Identifying risk for major illnesses such as cancers and heart disease is often predicated on variables such as age, gender, and lifestyle. Adding race and ethnicity as factors is hotly debated among medical professionals. While there are studies suggesting this data improves the accuracy of predictive models, there is also concern these markers increase the stigma faced by already marginalized populations.
In a new report, Harvard Kennedy School public policy professor Sharad Goel, associate public policy professor Soroush Saghafian, HKS PhD candidate Madison Coots, and David Kent of Tufts University provide an important framework in this ongoing debate. HKS asked the researchers about their work.
Q: How did this study come about?
Coots: During my first year as a PhD student, Sharad and I reviewed an interesting paper about assessing diabetes risk that argued for the use of race to better account for risk across different racial ethnic groups. Our project started out trying to replicate that analysis, in part to see if it was possible to get an accurate predictive model for diabetes risk that didn’t include race but maybe included some other factors like social determinants of health, family history of diabetes, or different biomarkers. What we found is that it was really hard to do that.
That led us down this line of inquiry about when it makes sense to include race. How can you evaluate that decision? Does the boost in accuracy from including race actually make a big difference in clinical decision making? We continued pulling on different threads and eventually focused our study on cases of breast cancer, lung cancer, and cardiovascular disease.
“The ‘aha!’ moment for us is that, in terms of prediction, [factoring in a patient’s race] helps. But when it comes to how much benefit you get from it, it is not as large as people think.”
Q: Why is this research important?
Saghafian: There is some debate among physicians and scientists that race is a useful variable to make better predictions, and we find that is true. But we also find there are other factors that say that we should not include race because when you include race there are a lot of societal and ethical aspects involved.
The "aha!" moment for us is that in terms of prediction, it helps. But when it comes to how much benefit you get from it, it is not as large as people think.
You need the prediction to make decisions. When it comes to decision making and how much benefit you get from that decision making that is based on race, the paper shows that it's not that much.
Goel: This is a fraught issue and we're pointing out statistical errors on both sides of the debate. On one hand, some argue that "race" is a social construct so shouldn't be used to make predictions. We agree that race is a messy, social category, but we also find that it adds predictive power. On the other hand, people argue that all information is valuable, so you should consider race. But we find that in practice the marginal value of race is often pretty small. We're likely upsetting people in both camps.
“We hope the medical community explicitly considers the clinical utility of race when deciding whether to include it in a predictive tool.”
Q: What do you hope will happen with this research?

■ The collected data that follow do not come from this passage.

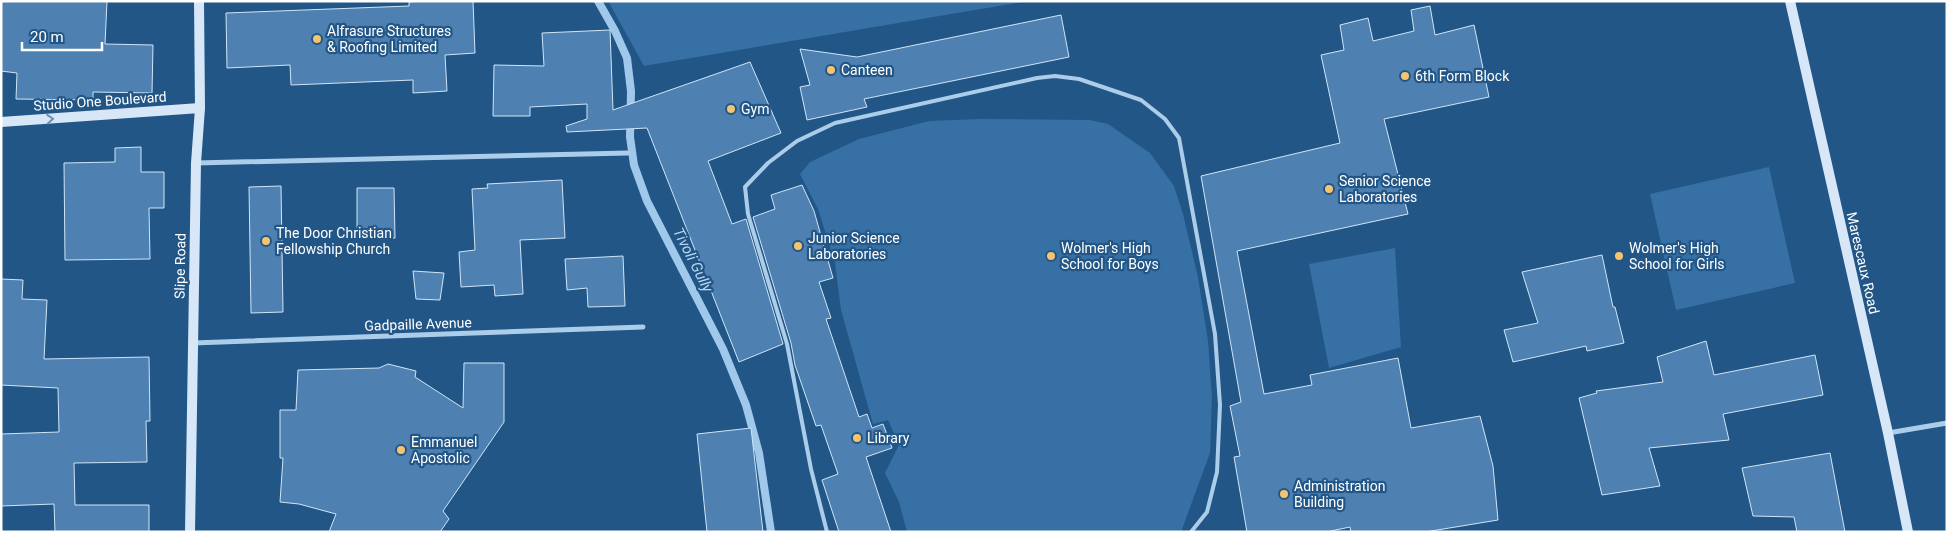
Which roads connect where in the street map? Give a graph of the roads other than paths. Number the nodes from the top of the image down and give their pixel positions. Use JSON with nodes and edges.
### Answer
{"nodes":[{"id":1,"x":199,"y":1,"type":"edge"},
{"id":2,"x":1790,"y":1,"type":"edge"},
{"id":3,"x":200,"y":108,"type":"junction"},
{"id":4,"x":1,"y":122,"type":"edge"},
{"id":5,"x":628,"y":153,"type":"dead end"},
{"id":6,"x":196,"y":163,"type":"junction"},
{"id":7,"x":644,"y":327,"type":"dead end"},
{"id":8,"x":193,"y":343,"type":"junction"},
{"id":9,"x":1947,"y":423,"type":"edge"},
{"id":10,"x":1888,"y":433,"type":"junction"},
{"id":11,"x":190,"y":532,"type":"edge"},
{"id":12,"x":827,"y":532,"type":"edge"},
{"id":13,"x":1191,"y":532,"type":"edge"},
{"id":14,"x":1908,"y":532,"type":"edge"}],
"edges":[{"from":1,"to":3,"type":"main road","name":"Slipe Road"},
{"from":2,"to":10,"type":"main road","name":"Marescaux Road"},
{"from":4,"to":3,"type":"main road","name":"Studio One Boulevard","one_way":true},
{"from":3,"to":6,"type":"main road","name":"Slipe Road"},
{"from":5,"to":6,"type":"street"},
{"from":6,"to":8,"type":"main road","name":"Slipe Road"},
{"from":7,"to":8,"type":"street","name":"Gadpaille Avenue"},
{"from":8,"to":11,"type":"main road","name":"Slipe Road"},
{"from":9,"to":10,"type":"street"},
{"from":10,"to":14,"type":"main road","name":"Marescaux Road"},
{"from":12,"to":13,"type":"lane"}]}
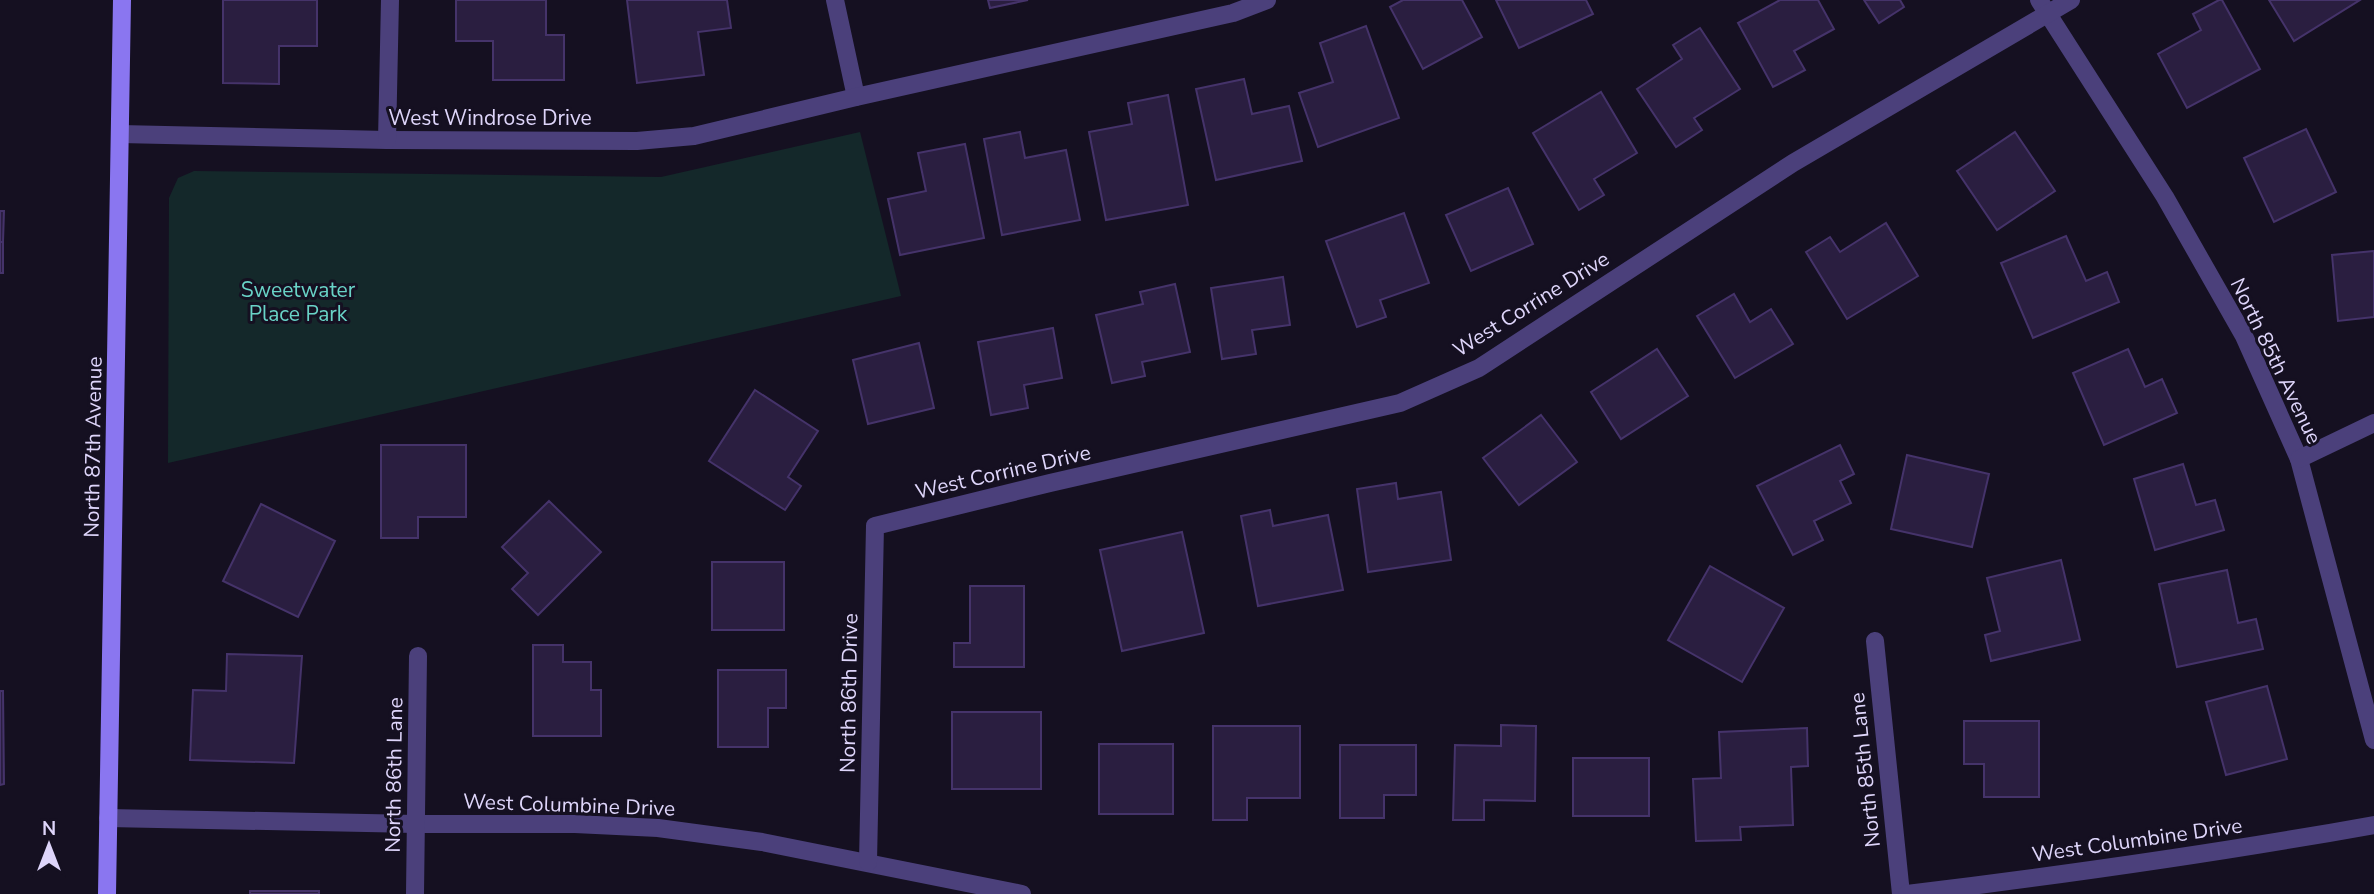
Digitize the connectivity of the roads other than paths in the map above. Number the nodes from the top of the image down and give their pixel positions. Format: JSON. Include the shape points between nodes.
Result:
{"nodes":[{"id":1,"x":122,"y":0,"type":"edge"},
{"id":2,"x":390,"y":0,"type":"edge"},
{"id":3,"x":835,"y":0,"type":"edge"},
{"id":4,"x":1267,"y":0,"type":"edge"},
{"id":5,"x":2071,"y":0,"type":"edge"},
{"id":6,"x":2043,"y":7,"type":"edge"},
{"id":7,"x":856,"y":97,"type":"junction"},
{"id":8,"x":120,"y":134,"type":"junction"},
{"id":9,"x":387,"y":140,"type":"junction"},
{"id":10,"x":2374,"y":423,"type":"edge"},
{"id":11,"x":2299,"y":459,"type":"junction"},
{"id":12,"x":875,"y":526,"type":"joint"},
{"id":13,"x":1875,"y":641,"type":"dead end"},
{"id":14,"x":418,"y":656,"type":"dead end"},
{"id":15,"x":2374,"y":740,"type":"edge"},
{"id":16,"x":108,"y":818,"type":"junction"},
{"id":17,"x":416,"y":824,"type":"junction"},
{"id":18,"x":2374,"y":825,"type":"edge"},
{"id":19,"x":869,"y":862,"type":"junction"},
{"id":20,"x":107,"y":894,"type":"edge"},
{"id":21,"x":415,"y":894,"type":"edge"},
{"id":22,"x":1022,"y":894,"type":"edge"},
{"id":23,"x":1900,"y":894,"type":"edge"},
{"id":24,"x":1907,"y":894,"type":"edge"}],
"edges":[{"from":1,"to":8,"type":"street","name":"North 87th Avenue"},
{"from":2,"to":9,"type":"street"},
{"from":3,"to":7,"type":"street"},
{"from":4,"to":7,"type":"street","name":"West Windrose Drive","via":[[1233,13]]},
{"from":5,"to":6,"type":"street","name":"West Corrine Drive"},
{"from":6,"to":11,"type":"street","name":"North 85th Avenue","via":[[2165,197],[2238,325]]},
{"from":6,"to":12,"type":"street","name":"West Corrine Drive","via":[[1479,368],[1400,403]]},
{"from":7,"to":9,"type":"street","name":"West Windrose Drive","via":[[694,136],[637,141]]},
{"from":8,"to":9,"type":"street","name":"West Windrose Drive"},
{"from":8,"to":16,"type":"street","name":"North 87th Avenue"},
{"from":10,"to":11,"type":"street"},
{"from":11,"to":15,"type":"street","name":"North 85th Avenue"},
{"from":12,"to":19,"type":"street","name":"North 86th Drive"},
{"from":13,"to":23,"type":"street","name":"North 85th Lane"},
{"from":14,"to":17,"type":"street","name":"North 86th Lane"},
{"from":16,"to":17,"type":"street","name":"West Columbine Drive"},
{"from":16,"to":20,"type":"street","name":"North 87th Avenue"},
{"from":17,"to":19,"type":"street","name":"West Columbine Drive","via":[[659,828]]},
{"from":17,"to":21,"type":"street","name":"North 86th Lane"},
{"from":18,"to":24,"type":"street","name":"West Columbine Drive"},
{"from":19,"to":22,"type":"street","name":"West Columbine Drive"}]}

Saghafian: What we are doing is providing additional information to policymakers and health policy decision-makers who are trying to change the screening policies and all the decision-making policies that affect these diseases. For each of those three diseases we highlight, there are guidelines. For example, the CDC has guidelines about who we should screen and who we shouldn't screen, so what do you do after you screen somebody, and you think they are at risk? We don’t have complicit evidence that you should or should not include race, but rather informed data to suggest there are many angles to consider.
Goel: We’re showing that even when race adds predictive value, its clinical utility may be very small. We hope the medical community explicitly considers the clinical utility of race when deciding whether to include it in a predictive tool. In that end, we believe that will improve patient care.
Coots: For other researchers who are publishing work that are introducing a new risk model or advocating for one risk model over another I am curious to see to what extent this framework gets adopted and applied, and also to keep an eye on policy as well.
Sharad and I recently published a follow-up to this paper. In it we provided an overview of recent debates on the fairness of commonly used algorithms in healthcare, identifying common themes and concerns across these debates. We also offered a different perspective on how to weigh algorithm design decisions in the pursuit of more equitable health outcomes.
While we noted that making these policy decisions is no easy task, we hope the discussion helps researchers, clinicians, and policy makers better understand the common threads underlying the debates of using race in estimating disease risk and design more equitable health care algorithms.